To make up for just the initial tax cuts, we would have to cut spending by $5 billion dollars five days a week for over a year. That was always the point–not just to further enrich the already wealthy, but also to starve and bleed the government, making it unable to meet human needs, signing a death warrant for social programs for decades and decades to come.

Now they have made matters even worse. Even as our troops were marching forward toward Baghdad, Congress was marching backward toward even greater deficits and even more tax cuts for the rich.

We learned when Ronald Reagan was President that trickle-down economics don’t work. Tax cuts don’t trickle down–instead they’ve helped create a downpour of debt and a flood of fiscal disaster for states from coast to coast. The result is swamped state budgets, closed schools and hospitals, and cuts in programs serving the poor.
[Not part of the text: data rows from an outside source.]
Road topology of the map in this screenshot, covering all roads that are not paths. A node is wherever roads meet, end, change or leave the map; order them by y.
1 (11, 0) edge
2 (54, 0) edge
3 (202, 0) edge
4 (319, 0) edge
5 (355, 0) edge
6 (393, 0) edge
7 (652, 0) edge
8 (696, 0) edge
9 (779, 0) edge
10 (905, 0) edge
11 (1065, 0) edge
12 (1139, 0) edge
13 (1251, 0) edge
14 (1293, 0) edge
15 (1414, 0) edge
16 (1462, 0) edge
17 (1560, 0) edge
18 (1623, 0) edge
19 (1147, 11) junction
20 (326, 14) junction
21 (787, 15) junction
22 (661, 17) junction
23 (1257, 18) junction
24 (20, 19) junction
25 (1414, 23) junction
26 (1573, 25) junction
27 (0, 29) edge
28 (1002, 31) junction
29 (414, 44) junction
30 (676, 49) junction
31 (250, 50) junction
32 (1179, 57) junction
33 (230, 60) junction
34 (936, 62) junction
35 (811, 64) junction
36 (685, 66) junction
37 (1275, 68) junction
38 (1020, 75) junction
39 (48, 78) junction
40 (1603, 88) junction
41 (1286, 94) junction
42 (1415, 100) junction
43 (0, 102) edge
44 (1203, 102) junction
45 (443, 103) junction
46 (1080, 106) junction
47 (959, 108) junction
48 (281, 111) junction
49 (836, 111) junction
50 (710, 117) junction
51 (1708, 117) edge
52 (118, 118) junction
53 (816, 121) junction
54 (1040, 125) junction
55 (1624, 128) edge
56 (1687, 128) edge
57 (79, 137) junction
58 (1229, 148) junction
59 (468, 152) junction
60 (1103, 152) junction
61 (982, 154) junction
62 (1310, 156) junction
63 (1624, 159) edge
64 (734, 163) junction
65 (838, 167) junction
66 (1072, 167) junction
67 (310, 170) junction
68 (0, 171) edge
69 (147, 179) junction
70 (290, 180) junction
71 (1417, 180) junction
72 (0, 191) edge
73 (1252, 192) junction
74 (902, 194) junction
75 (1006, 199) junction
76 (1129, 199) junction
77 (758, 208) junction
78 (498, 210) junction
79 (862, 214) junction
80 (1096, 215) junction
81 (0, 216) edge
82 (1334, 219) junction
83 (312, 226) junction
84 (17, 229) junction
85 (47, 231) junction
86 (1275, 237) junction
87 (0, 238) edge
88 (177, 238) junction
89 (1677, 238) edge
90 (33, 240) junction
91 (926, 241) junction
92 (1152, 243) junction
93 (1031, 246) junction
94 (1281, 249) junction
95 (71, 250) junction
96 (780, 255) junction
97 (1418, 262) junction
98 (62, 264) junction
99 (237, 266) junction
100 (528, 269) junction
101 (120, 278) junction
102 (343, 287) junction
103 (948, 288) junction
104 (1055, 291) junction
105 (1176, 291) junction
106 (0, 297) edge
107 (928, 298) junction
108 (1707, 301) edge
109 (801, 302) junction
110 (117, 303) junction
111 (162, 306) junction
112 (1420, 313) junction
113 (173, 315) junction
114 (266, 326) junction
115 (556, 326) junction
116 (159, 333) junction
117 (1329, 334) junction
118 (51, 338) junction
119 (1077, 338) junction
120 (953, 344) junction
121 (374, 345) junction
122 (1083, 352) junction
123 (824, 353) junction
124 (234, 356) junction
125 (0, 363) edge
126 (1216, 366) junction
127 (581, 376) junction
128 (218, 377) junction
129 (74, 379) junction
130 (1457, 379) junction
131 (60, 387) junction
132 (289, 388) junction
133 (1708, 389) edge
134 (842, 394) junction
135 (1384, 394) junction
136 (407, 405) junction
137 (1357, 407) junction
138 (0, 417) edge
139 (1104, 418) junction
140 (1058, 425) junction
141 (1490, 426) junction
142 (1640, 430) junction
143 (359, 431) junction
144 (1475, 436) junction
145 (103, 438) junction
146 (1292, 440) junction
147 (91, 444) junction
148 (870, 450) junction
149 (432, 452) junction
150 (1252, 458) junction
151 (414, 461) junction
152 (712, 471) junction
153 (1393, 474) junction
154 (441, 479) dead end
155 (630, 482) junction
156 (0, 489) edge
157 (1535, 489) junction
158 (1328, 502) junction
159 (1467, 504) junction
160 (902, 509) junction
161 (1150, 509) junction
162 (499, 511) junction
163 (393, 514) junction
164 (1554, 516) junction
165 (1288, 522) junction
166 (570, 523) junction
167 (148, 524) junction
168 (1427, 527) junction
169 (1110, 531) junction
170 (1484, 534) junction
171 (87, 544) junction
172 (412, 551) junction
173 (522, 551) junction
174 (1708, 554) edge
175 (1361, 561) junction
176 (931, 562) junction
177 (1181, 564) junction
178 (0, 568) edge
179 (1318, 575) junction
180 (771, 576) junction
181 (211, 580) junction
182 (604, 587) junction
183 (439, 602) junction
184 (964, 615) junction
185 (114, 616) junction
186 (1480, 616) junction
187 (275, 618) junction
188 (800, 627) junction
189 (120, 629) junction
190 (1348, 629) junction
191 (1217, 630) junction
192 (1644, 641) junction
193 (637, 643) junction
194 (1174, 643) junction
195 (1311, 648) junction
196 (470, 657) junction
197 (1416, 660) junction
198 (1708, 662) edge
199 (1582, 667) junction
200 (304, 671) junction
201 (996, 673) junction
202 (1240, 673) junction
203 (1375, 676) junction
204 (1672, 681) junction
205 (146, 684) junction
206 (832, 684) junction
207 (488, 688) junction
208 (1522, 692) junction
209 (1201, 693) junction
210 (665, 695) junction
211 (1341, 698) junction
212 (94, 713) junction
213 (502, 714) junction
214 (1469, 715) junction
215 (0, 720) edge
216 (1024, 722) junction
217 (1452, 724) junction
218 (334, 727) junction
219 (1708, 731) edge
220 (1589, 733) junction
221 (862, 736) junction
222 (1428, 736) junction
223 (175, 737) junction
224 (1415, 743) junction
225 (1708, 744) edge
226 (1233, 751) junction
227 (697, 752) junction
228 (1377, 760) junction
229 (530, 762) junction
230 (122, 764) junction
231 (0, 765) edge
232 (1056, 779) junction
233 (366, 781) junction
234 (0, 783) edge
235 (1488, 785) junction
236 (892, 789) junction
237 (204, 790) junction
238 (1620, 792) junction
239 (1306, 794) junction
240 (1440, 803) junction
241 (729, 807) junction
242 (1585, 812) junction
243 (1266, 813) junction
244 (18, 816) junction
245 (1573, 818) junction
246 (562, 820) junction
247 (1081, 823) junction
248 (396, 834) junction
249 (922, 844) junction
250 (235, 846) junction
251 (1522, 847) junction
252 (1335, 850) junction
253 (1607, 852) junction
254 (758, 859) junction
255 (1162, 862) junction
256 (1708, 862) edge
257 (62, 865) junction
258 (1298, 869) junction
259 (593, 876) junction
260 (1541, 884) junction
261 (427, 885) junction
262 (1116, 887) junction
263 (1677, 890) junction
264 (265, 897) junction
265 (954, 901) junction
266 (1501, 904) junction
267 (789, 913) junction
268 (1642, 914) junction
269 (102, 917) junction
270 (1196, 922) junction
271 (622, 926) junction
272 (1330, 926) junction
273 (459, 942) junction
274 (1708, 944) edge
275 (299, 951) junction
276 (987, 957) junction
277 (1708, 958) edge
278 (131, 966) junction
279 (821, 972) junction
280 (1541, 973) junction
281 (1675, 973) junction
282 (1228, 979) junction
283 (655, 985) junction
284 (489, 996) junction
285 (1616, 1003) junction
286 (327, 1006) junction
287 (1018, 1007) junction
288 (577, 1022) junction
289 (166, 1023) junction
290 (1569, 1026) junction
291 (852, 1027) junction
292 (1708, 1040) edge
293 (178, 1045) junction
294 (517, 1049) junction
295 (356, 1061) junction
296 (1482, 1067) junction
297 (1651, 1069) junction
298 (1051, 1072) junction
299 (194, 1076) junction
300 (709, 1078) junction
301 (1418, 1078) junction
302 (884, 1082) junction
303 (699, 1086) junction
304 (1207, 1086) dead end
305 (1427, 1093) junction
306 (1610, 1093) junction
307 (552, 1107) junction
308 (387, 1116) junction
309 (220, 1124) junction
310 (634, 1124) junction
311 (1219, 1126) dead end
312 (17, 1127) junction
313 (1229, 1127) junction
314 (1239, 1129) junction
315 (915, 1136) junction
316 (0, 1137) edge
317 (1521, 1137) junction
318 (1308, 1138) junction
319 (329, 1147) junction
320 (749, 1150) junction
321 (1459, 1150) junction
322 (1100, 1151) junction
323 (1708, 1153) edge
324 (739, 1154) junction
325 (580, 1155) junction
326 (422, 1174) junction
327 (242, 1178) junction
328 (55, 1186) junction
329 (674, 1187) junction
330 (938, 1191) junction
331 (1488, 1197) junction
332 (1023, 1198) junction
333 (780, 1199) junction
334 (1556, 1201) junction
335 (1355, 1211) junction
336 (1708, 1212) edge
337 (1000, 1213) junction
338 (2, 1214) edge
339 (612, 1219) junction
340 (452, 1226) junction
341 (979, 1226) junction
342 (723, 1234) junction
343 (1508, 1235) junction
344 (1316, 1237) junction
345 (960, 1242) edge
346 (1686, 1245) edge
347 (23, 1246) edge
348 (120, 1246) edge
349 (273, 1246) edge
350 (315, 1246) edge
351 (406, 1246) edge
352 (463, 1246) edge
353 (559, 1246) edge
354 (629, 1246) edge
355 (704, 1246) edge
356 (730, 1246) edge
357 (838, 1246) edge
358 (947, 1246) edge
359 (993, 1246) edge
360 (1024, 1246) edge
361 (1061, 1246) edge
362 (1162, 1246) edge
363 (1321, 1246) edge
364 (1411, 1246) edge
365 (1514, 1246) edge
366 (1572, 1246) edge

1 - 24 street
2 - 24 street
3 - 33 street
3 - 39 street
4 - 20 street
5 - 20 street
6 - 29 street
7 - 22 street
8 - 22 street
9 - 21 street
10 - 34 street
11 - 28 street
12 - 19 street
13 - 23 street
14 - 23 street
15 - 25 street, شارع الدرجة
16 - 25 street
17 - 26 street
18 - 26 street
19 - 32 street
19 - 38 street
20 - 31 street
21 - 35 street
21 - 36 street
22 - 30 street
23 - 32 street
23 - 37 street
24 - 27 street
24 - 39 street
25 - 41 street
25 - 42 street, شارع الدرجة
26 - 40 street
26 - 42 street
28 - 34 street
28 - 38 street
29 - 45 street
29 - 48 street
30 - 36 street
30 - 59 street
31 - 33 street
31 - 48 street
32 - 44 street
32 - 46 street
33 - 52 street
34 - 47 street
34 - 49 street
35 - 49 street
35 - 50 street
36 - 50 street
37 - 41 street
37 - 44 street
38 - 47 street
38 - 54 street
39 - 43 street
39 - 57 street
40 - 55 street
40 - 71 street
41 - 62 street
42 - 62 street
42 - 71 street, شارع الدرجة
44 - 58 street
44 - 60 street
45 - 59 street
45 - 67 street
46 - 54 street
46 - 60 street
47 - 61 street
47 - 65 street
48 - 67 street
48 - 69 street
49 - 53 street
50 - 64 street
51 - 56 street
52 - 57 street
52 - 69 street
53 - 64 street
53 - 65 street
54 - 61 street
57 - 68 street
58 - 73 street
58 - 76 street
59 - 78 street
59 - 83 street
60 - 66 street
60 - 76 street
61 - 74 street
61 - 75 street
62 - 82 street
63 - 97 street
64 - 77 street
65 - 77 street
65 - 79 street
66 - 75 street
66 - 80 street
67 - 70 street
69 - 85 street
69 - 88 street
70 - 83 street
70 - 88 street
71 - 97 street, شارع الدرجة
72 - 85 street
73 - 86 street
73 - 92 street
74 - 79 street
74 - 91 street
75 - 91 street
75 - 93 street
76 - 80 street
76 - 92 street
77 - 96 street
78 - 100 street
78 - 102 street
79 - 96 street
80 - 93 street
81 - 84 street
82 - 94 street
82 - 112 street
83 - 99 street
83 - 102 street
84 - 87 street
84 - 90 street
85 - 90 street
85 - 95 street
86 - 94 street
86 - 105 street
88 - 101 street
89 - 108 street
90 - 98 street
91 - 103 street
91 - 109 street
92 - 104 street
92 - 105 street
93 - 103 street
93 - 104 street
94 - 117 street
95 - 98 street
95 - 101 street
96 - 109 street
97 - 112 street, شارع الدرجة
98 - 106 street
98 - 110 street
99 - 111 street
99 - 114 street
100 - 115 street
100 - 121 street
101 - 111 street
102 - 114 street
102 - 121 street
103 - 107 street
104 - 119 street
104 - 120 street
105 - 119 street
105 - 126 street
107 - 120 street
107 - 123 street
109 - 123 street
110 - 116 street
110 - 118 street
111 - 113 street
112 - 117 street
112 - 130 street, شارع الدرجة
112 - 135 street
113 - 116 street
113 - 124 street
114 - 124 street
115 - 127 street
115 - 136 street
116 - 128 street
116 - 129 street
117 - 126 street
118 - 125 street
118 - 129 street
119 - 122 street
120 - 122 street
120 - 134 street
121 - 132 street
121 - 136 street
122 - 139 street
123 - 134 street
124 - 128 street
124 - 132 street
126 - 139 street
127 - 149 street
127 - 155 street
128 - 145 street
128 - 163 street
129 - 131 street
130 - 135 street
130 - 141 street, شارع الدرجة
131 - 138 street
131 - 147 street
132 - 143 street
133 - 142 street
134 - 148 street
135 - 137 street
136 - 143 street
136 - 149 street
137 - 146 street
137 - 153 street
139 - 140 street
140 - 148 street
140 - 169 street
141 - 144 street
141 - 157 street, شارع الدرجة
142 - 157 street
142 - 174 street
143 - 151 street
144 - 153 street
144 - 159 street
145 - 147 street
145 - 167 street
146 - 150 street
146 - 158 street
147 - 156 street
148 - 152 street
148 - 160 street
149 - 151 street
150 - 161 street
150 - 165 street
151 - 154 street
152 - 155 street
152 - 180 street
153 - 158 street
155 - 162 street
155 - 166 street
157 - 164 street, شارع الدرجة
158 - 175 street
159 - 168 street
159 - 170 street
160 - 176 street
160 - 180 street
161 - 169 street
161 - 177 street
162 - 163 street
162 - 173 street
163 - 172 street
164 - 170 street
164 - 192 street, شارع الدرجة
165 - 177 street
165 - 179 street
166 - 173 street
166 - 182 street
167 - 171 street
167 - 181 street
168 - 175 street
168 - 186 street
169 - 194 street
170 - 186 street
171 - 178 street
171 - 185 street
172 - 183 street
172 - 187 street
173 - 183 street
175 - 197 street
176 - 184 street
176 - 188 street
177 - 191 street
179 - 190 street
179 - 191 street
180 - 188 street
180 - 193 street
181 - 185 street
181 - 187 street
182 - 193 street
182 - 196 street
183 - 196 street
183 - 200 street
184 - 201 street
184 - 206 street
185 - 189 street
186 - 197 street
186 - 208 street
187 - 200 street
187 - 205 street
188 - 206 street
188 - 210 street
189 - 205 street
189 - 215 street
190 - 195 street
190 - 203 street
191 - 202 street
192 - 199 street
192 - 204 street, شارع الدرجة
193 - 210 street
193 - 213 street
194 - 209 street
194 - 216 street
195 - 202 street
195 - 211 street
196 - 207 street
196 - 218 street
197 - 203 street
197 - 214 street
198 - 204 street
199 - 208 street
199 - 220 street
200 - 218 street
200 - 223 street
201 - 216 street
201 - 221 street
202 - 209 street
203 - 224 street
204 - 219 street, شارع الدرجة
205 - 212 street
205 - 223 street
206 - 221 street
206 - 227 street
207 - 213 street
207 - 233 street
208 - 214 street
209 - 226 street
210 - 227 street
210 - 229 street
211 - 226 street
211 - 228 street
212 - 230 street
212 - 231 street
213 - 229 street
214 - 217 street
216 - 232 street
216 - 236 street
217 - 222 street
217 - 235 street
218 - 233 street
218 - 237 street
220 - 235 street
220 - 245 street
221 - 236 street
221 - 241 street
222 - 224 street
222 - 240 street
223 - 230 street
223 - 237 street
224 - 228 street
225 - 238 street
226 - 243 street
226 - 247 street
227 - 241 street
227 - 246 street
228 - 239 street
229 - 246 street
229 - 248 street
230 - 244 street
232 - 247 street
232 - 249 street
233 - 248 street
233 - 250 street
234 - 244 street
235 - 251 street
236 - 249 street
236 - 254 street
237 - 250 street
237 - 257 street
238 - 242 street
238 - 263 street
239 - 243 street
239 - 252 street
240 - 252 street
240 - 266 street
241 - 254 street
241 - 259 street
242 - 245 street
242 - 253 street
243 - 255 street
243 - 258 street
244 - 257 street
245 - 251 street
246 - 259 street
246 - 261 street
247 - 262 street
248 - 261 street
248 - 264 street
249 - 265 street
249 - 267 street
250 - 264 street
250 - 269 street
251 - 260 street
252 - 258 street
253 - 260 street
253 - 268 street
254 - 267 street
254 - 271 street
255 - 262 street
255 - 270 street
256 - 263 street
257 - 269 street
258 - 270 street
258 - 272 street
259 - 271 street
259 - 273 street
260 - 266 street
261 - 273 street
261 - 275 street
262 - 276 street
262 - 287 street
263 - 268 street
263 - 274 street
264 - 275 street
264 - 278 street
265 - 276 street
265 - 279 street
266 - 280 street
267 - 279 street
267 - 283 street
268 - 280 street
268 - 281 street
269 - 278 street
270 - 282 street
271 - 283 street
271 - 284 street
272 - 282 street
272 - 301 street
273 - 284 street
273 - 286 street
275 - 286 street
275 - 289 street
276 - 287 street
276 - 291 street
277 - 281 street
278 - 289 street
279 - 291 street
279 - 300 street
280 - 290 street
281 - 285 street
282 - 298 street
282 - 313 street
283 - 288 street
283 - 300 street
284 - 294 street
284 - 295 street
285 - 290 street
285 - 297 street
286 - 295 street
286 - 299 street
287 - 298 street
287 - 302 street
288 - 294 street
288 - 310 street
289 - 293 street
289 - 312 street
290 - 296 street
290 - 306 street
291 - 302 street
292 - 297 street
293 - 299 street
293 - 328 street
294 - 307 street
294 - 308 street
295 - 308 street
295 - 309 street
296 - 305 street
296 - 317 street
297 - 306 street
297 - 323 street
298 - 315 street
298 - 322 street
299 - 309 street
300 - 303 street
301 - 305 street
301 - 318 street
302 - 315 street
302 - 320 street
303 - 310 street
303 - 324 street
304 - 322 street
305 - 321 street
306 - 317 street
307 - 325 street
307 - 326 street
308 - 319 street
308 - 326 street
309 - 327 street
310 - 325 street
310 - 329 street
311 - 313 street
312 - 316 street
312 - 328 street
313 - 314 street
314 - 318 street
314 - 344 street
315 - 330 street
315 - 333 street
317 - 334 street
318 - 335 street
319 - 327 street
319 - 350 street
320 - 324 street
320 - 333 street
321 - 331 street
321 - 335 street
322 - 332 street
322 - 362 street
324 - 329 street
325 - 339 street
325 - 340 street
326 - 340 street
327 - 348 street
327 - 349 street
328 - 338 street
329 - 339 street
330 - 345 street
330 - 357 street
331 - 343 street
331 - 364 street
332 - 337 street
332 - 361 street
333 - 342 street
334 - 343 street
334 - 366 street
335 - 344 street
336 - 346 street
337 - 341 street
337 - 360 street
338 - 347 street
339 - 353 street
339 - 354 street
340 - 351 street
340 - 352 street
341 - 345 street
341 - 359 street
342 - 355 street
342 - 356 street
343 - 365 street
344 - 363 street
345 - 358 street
The nation’s governors warn that state deficits are the largest in more than 50 years. Some states are saving money by unscrewing every third light bulb, having teachers serve as janitors, releasing prisoners before their sentences expire, laying off teachers, cutting financial aid, closing schools.

And this in the richest country in the world!

The Administration also has declared its intention to farm out 850,000 federal jobs to private companies. And they’ve proposed new overtime rules that could cause 8 million workers, including some who earn as little as $22,100 a year, to lose their right to overtime pay.

Their proposal is a job-killer, and an instruction manual to employers on how to lay off workers and force the ones they keep to work double hours for free.

The Administration is engaged in a relentless assault on the wage economy, part of its plan to favor the privileged over the people.

The President called his tax giveaway a “Jobs and Growth” plan. The only growth we’ve seen is in millionaires’ bank accounts and the number of black people standing in unemployment lines.

Last month the unemployment rate rose to 6.4 percent, the highest in nine years. And “the number of employed blacks shrank while the number of employed whites grew.”

The White House says its tax cut has yet to kick in, but the failing economy is already kicking us!

Unemployment for blacks in June was more than twice the rate for whites.

You cannot patch the leaky economy–or any other domestic problem–with duct tape and plastic sheets.

You don’t show compassion by offering guests at the millionaires’ banquet second helpings and an extra dessert.

We would do well to recall the wise counsel of President Franklin Roosevelt who said:

“The test of our progress is not whether we add more to the abundance of those who have much; it is whether we provide enough for those who have too little.”

We are meeting in “the poorest big city in the United States–poorer than Newark, poorer than Detroit, poorer than any city with a population of 250,000 or more.” Just a few minutes drive away from here is the gateway to Fisher Island, an exclusive enclave that, according to the 2000 census, is the wealthiest community in America.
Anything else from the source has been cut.